Stored data:

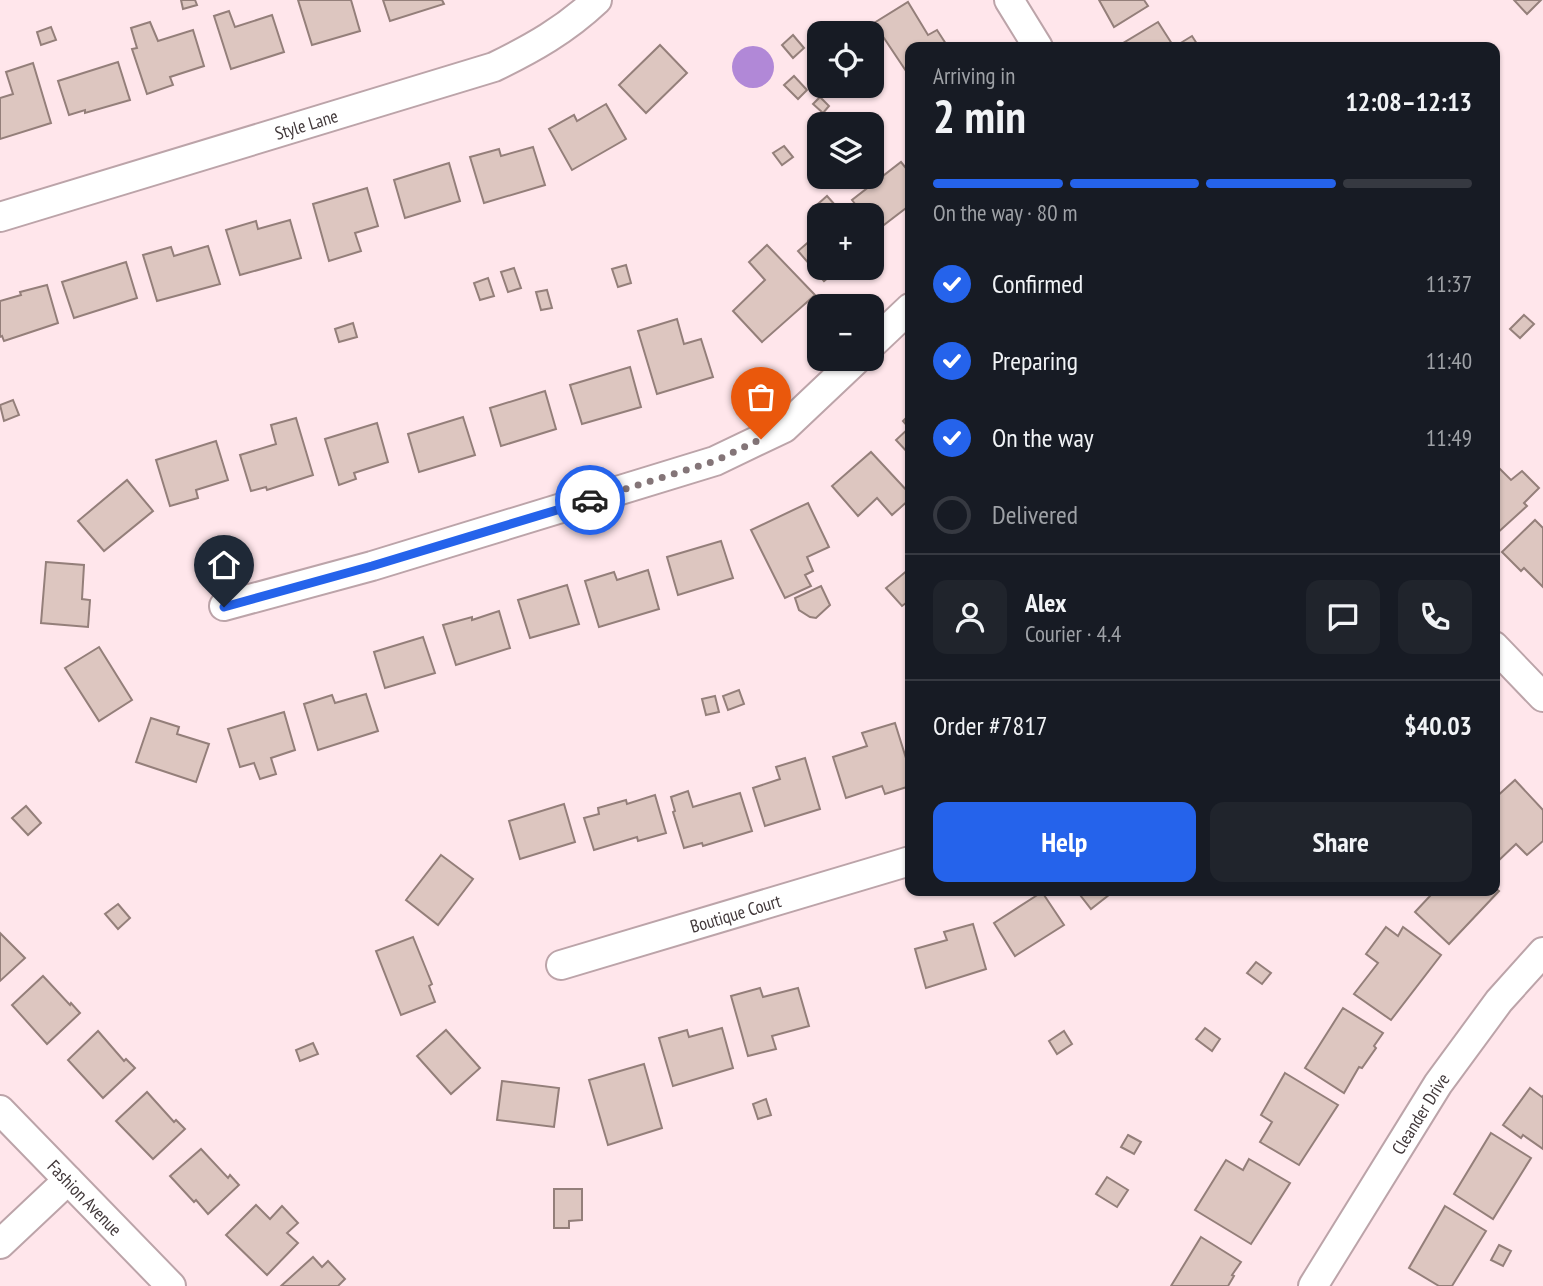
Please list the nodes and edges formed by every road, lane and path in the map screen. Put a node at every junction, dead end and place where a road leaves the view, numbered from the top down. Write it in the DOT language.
graph roads {
  1 [pos="597,0"];
  2 [pos="1009,0"];
  3 [pos="1035,42"];
  4 [pos="0,216"];
  5 [pos="905,313"];
  6 [pos="884,333"];
  7 [pos="844,371"];
  8 [pos="224,607"];
  9 [pos="1500,652"];
  10 [pos="1543,697"];
  11 [pos="905,862"];
  12 [pos="1543,952"];
  13 [pos="561,965"];
  14 [pos="0,1110"];
  15 [pos="68,1180"];
  16 [pos="0,1244"];
  17 [pos="171,1286"];
  18 [pos="1313,1286"];
  1 -- 4 [label="street, Style Lane"];
  2 -- 3 [label="street"];
  5 -- 6 [label="street"];
  7 -- 8 [label="street"];
  9 -- 10 [label="street"];
  11 -- 13 [label="street, Boutique Court"];
  12 -- 18 [label="street, Cleander Drive"];
  14 -- 15 [label="street, Fashion Avenue"];
  15 -- 16 [label="street"];
  15 -- 17 [label="street, Fashion Avenue"];
}
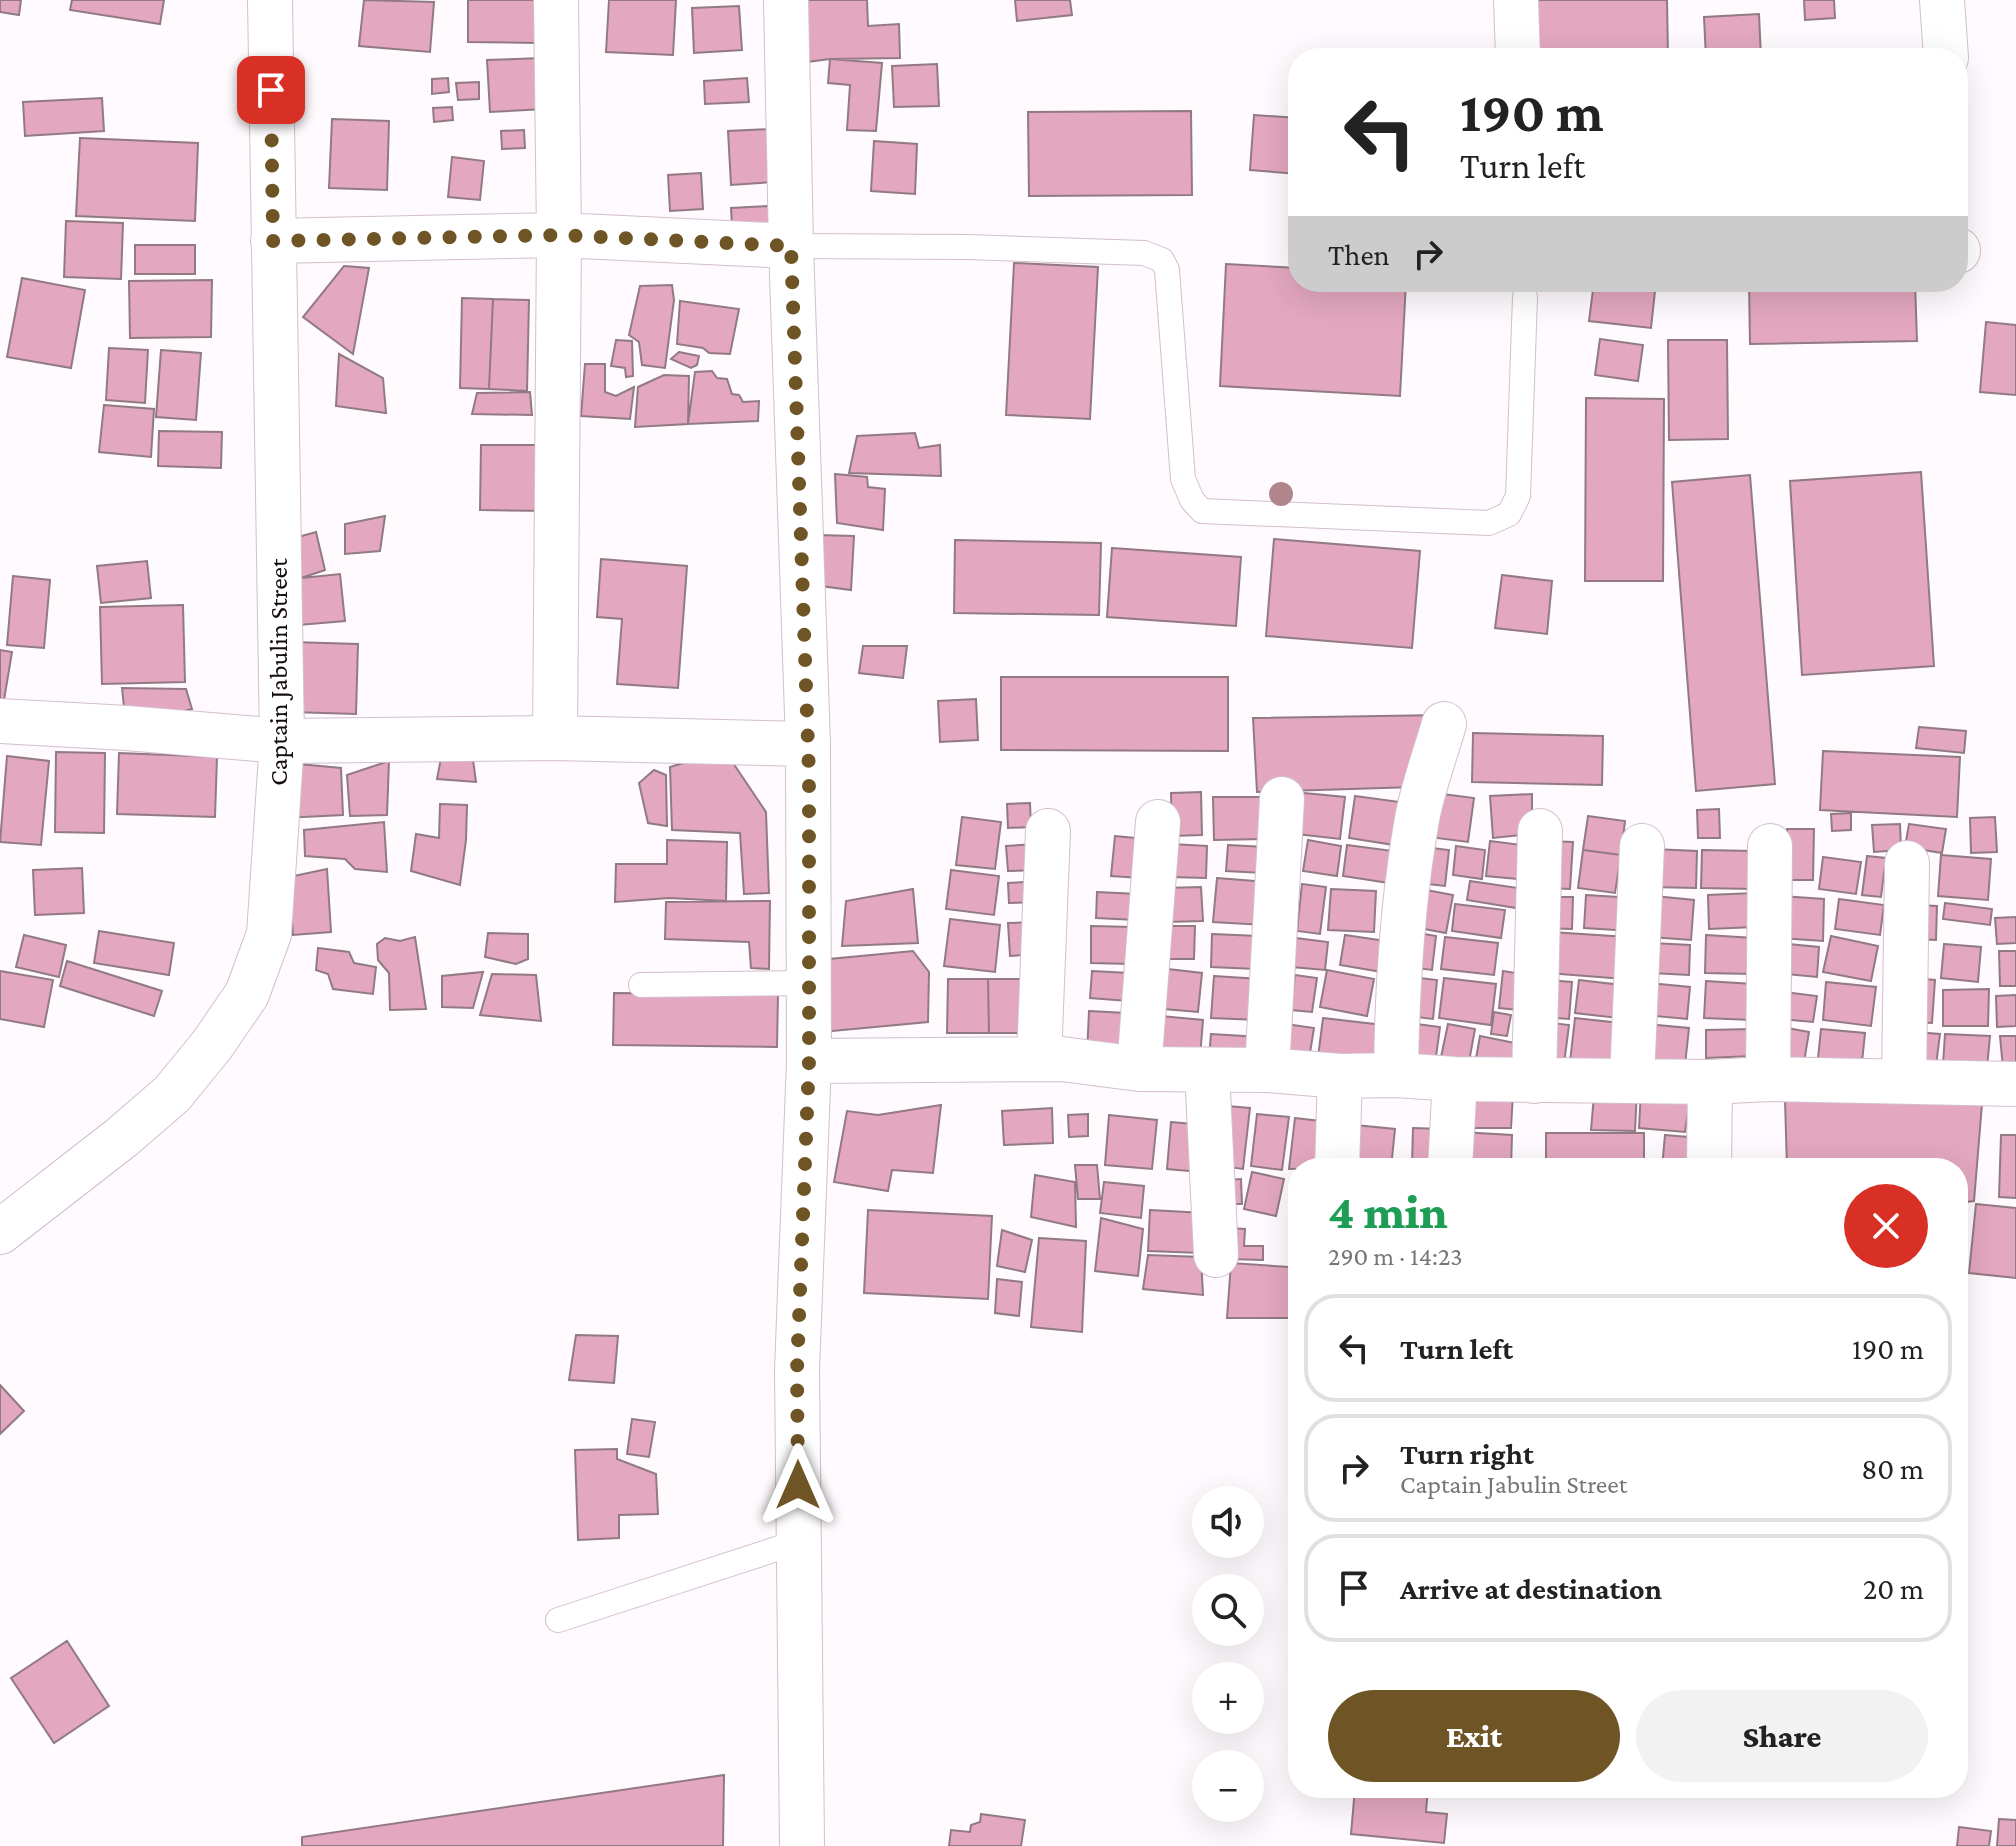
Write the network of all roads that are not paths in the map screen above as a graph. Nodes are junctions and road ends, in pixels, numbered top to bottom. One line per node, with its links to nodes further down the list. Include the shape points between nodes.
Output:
1 (270, 0): 9 (street, Captain Jabulin Street)
2 (556, 0): 8 (street)
3 (786, 0): 10 (street)
4 (1516, 0): 6 (street)
5 (1942, 0): 7 (street)
6 (1518, 48)
7 (1945, 48)
8 (559, 235): 9 (street); 10 (street); 14 (street)
9 (273, 241): 15 (street, Captain Jabulin Street)
10 (791, 246): 11 (lane, via 1144,253 1162,260 1167,270 1183,479 1202,511 1489,523 1509,514 1518,496); 16 (street)
11 (1525, 297)
12 (0, 721): 15 (street)
13 (1444, 724): 31 (street, via 1418,816 1406,891 1397,977)
14 (555, 738): 15 (street); 16 (street)
15 (282, 741): 43 (street, Captain Jabulin Street, via 269,934 247,994 172,1094)
16 (808, 744): 24 (street)
17 (1282, 799): 30 (street)
18 (1158, 822): 28 (street)
19 (1048, 831): 26 (street)
20 (1540, 831): 36 (street)
21 (1642, 846): 35 (street)
22 (1770, 846): 34 (street)
23 (1907, 863): 37 (street)
24 (809, 983): 25 (lane); 27 (street)
25 (641, 985)
26 (1039, 1058): 27 (street); 28 (street)
27 (809, 1061): 45 (street, via 797,1370)
28 (1139, 1069): 29 (street)
29 (1207, 1070): 30 (street); 44 (street)
30 (1267, 1070): 32 (street)
31 (1396, 1075): 32 (street); 33 (street)
32 (1340, 1076): 40 (street)
33 (1455, 1079): 36 (street); 41 (street)
34 (1768, 1079): 37 (street); 38 (street)
35 (1632, 1080): 36 (street); 38 (street)
36 (1534, 1081)
37 (1904, 1081): 39 (street)
38 (1710, 1082): 42 (street)
39 (2016, 1084)
40 (1337, 1158)
41 (1451, 1158)
42 (1709, 1158)
43 (0, 1232)
44 (1216, 1255)
45 (798, 1542): 46 (lane); 47 (street)
46 (558, 1620)
47 (802, 1846)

Your instructions = Every line above is to be returned exactly, with its pictures removed.

Task output =
Please list the nodes and edges formed by every road, lane and path in the map screen. Put a node at every junction, dead end and place where a road leaves the view, numbered from the top down. Write it in the DOT language.
graph roads {
  1 [pos="597,0"];
  2 [pos="1009,0"];
  3 [pos="1035,42"];
  4 [pos="0,216"];
  5 [pos="905,313"];
  6 [pos="884,333"];
  7 [pos="844,371"];
  8 [pos="224,607"];
  9 [pos="1500,652"];
  10 [pos="1543,697"];
  11 [pos="905,862"];
  12 [pos="1543,952"];
  13 [pos="561,965"];
  14 [pos="0,1110"];
  15 [pos="68,1180"];
  16 [pos="0,1244"];
  17 [pos="171,1286"];
  18 [pos="1313,1286"];
  1 -- 4 [label="street, Style Lane"];
  2 -- 3 [label="street"];
  5 -- 6 [label="street"];
  7 -- 8 [label="street"];
  9 -- 10 [label="street"];
  11 -- 13 [label="street, Boutique Court"];
  12 -- 18 [label="street, Cleander Drive"];
  14 -- 15 [label="street, Fashion Avenue"];
  15 -- 16 [label="street"];
  15 -- 17 [label="street, Fashion Avenue"];
}
Write the network of all roads that are not paths in the map screen above as a graph. Nodes are junctions and road ends, in pixels, numbered top to bottom. One line per node, with its links to nodes further down the list. Include the shape points between nodes.
Output:
1 (270, 0): 9 (street, Captain Jabulin Street)
2 (556, 0): 8 (street)
3 (786, 0): 10 (street)
4 (1516, 0): 6 (street)
5 (1942, 0): 7 (street)
6 (1518, 48)
7 (1945, 48)
8 (559, 235): 9 (street); 10 (street); 14 (street)
9 (273, 241): 15 (street, Captain Jabulin Street)
10 (791, 246): 11 (lane, via 1144,253 1162,260 1167,270 1183,479 1202,511 1489,523 1509,514 1518,496); 16 (street)
11 (1525, 297)
12 (0, 721): 15 (street)
13 (1444, 724): 31 (street, via 1418,816 1406,891 1397,977)
14 (555, 738): 15 (street); 16 (street)
15 (282, 741): 43 (street, Captain Jabulin Street, via 269,934 247,994 172,1094)
16 (808, 744): 24 (street)
17 (1282, 799): 30 (street)
18 (1158, 822): 28 (street)
19 (1048, 831): 26 (street)
20 (1540, 831): 36 (street)
21 (1642, 846): 35 (street)
22 (1770, 846): 34 (street)
23 (1907, 863): 37 (street)
24 (809, 983): 25 (lane); 27 (street)
25 (641, 985)
26 (1039, 1058): 27 (street); 28 (street)
27 (809, 1061): 45 (street, via 797,1370)
28 (1139, 1069): 29 (street)
29 (1207, 1070): 30 (street); 44 (street)
30 (1267, 1070): 32 (street)
31 (1396, 1075): 32 (street); 33 (street)
32 (1340, 1076): 40 (street)
33 (1455, 1079): 36 (street); 41 (street)
34 (1768, 1079): 37 (street); 38 (street)
35 (1632, 1080): 36 (street); 38 (street)
36 (1534, 1081)
37 (1904, 1081): 39 (street)
38 (1710, 1082): 42 (street)
39 (2016, 1084)
40 (1337, 1158)
41 (1451, 1158)
42 (1709, 1158)
43 (0, 1232)
44 (1216, 1255)
45 (798, 1542): 46 (lane); 47 (street)
46 (558, 1620)
47 (802, 1846)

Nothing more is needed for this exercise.